Task item:
Below is some data. Retype exactly the lines starting at the one with "index mcp: (281, 267)" and ending at the one with "pinky dip: (323, 273)".

(Structured pose outputs)

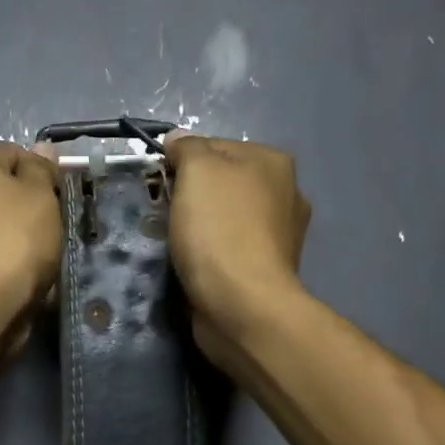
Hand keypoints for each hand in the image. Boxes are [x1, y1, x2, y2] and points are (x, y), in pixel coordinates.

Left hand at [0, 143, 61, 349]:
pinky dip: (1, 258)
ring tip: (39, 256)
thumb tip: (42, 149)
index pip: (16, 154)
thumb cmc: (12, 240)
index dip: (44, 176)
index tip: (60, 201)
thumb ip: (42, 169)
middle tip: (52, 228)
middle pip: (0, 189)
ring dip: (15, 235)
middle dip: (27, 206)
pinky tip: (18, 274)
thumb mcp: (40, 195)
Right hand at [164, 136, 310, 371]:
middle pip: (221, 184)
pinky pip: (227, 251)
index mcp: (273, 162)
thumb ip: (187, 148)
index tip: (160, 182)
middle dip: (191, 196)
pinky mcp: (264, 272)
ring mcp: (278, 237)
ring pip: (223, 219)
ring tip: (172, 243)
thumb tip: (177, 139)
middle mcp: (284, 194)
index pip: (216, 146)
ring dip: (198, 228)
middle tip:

==

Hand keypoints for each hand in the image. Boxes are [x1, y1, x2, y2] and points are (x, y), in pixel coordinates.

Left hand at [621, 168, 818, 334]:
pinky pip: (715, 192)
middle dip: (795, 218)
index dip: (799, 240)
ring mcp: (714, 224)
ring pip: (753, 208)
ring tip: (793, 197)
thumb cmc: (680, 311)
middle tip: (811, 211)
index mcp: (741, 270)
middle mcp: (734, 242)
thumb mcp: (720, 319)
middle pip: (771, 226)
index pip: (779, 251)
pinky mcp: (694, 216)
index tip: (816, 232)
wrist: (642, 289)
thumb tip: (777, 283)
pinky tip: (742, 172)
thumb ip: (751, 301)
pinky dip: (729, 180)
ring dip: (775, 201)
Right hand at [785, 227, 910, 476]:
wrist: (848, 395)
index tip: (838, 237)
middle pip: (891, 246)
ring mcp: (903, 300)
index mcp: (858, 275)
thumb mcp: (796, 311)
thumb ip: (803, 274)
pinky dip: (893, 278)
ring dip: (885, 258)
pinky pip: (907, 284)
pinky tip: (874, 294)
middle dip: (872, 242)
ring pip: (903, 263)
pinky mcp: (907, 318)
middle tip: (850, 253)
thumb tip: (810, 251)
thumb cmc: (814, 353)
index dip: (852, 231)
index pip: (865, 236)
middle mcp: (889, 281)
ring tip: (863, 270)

==

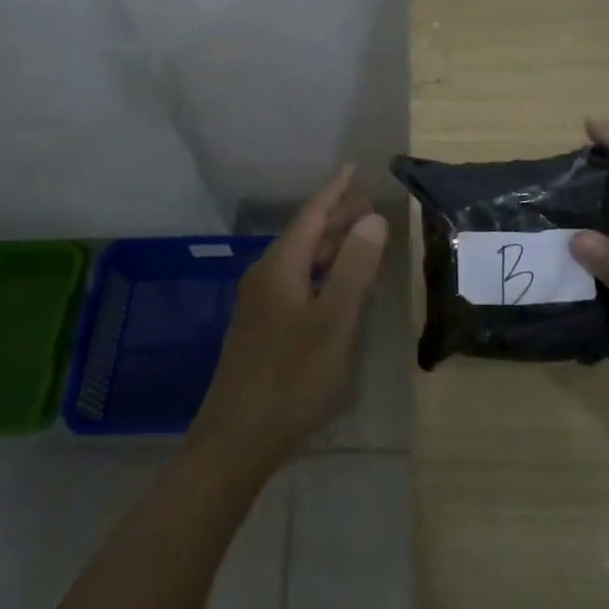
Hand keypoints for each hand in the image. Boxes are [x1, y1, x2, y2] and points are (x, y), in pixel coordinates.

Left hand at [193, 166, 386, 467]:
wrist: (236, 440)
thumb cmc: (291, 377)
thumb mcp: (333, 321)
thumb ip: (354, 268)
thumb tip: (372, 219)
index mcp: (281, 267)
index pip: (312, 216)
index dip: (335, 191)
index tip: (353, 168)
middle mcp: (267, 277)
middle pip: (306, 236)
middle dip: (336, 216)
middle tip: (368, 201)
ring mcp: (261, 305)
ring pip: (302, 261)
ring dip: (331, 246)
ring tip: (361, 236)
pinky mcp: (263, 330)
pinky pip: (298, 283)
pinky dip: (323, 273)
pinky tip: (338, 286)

Response to the task:
index mcp: (281, 267)
index pip: (312, 216)
index dip: (335, 191)
index tip: (353, 168)
middle mcp: (267, 277)
middle pip: (306, 236)
middle dip: (336, 216)
middle tip: (368, 201)
ring mcp: (261, 305)
ring pip: (302, 261)
ring dip: (331, 246)
ring tip: (361, 236)
pinky mcp: (263, 330)
pinky pip: (298, 283)
pinky dip: (323, 273)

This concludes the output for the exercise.